Open AI’s cutting-edge technology, ChatGPT, recently took the world by storm thanks to its ability to come up with ideas and generate conversational and contextually relevant messaging automatically. So far, it’s used for things like chatbots, virtual assistants, content generation, code debugging, and possibly even a replacement for Google search. It can even translate information into other languages.

Intelligence like this can empower millions and opens up incredible possibilities for the future. It’s an exciting time for professionals and businesses. That is, unless you’re the victim of cybercrime.

ChatGPT’s Impact on Email Security

a close up of the email icon 6753 emails

ChatGPT and similar AI language technologies have the potential to revolutionise the way we interact with machines – and each other.

But, with such powerful tools in the hands of literally anyone, they can also pose a significant threat to cybersecurity. Especially when it comes to email.

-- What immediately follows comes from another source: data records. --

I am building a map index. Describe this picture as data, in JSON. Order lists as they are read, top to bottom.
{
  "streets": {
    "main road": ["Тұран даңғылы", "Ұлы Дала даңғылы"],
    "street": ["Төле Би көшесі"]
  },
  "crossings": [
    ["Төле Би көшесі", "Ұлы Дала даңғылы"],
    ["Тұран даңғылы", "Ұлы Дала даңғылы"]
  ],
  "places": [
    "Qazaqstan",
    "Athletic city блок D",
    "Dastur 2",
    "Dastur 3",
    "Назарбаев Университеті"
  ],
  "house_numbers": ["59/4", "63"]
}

Here are some of the ways this is currently playing out:

Email Phishing Scams

Phishing scams are a common tactic used by cybercriminals to steal sensitive data, like logins to high-value systems or financial details. Typically, these scams involve sending emails that look like they’re from a legitimate source and asking the recipient to either share their personal information, or click through to a fake website where they can steal it.

With ChatGPT at cybercriminals’ fingertips, phishing emails are now easier to create and harder for recipients to spot.

Luckily, ChatGPT itself has some restrictions in place when it comes to generating crime-based content. For instance, if you ask it to write a phishing email, it won’t. But there are other ways around it – like asking it to write an email or marketing message for a particular brand. It’s largely a matter of how you phrase the command. See an example here.

Writing Automation

ChatGPT can also be used to automate the creation of phishing emails, targeting thousands of victims with unique messaging in a short time. According to CSO Online, people with more advanced technical skills “can create an infinite number of mass-produced customised communications using AIs that can learn in real time what works and what doesn’t.”

Fake Web Presence

Email scams aren’t always limited to emails either. They often include other online collateral, like fake websites, personas, or even phony profiles of real people. ChatGPT can assist in creating intelligible written content for all of these elements – quickly and freely.

This means cybercriminals can launch more sophisticated scams, in less time – at scale.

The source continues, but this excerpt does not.